◆ INPUT RECORDS
###
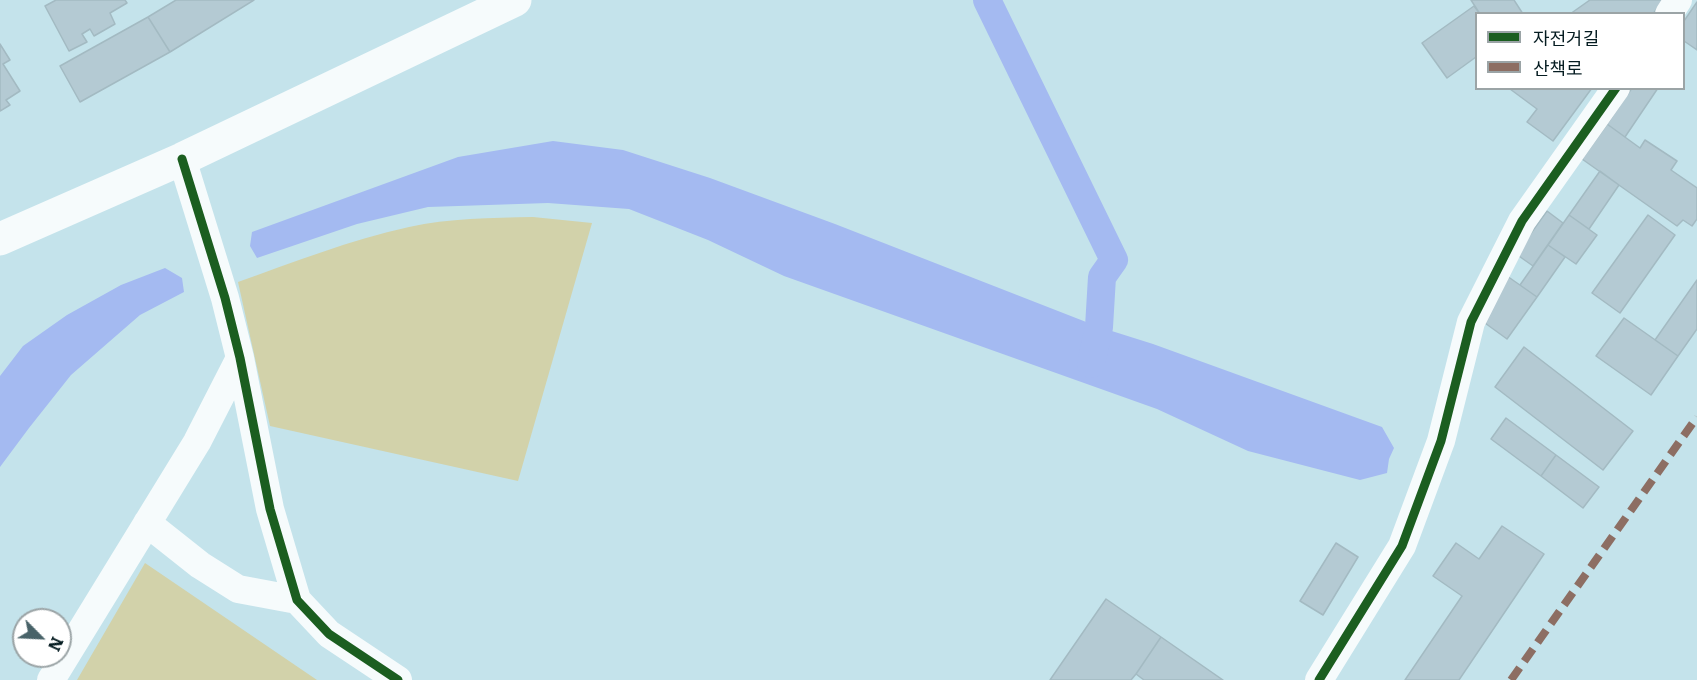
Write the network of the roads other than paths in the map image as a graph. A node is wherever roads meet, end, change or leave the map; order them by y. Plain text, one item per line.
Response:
1 (516, 0) edge
2 (1615, 90) edge
3 (182, 159) junction
4 (0, 238) edge
5 (240, 358) junction
6 (147, 523) junction
7 (297, 600) junction
8 (51, 680) edge
9 (398, 680) edge
10 (1318, 680) edge

1 - 3 main road
2 - 10 street
3 - 4 main road
3 - 5 street
5 - 6 street
5 - 7 street
6 - 7 street
6 - 8 street
7 - 9 street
###
◆ DESCRIPTION OF THE TASK
Output each of the lines above exactly, apart from the images.

◆ WRITTEN RESPONSE
Write the network of the roads other than paths in the map image as a graph. A node is wherever roads meet, end, change or leave the map; order them by y. Plain text, one item per line.
Response:
1 (516, 0) edge
2 (1615, 90) edge
3 (182, 159) junction
4 (0, 238) edge
5 (240, 358) junction
6 (147, 523) junction
7 (297, 600) junction
8 (51, 680) edge
9 (398, 680) edge
10 (1318, 680) edge

1 - 3 main road
2 - 10 street
3 - 4 main road
3 - 5 street
5 - 6 street
5 - 7 street
6 - 7 street
6 - 8 street
7 - 9 street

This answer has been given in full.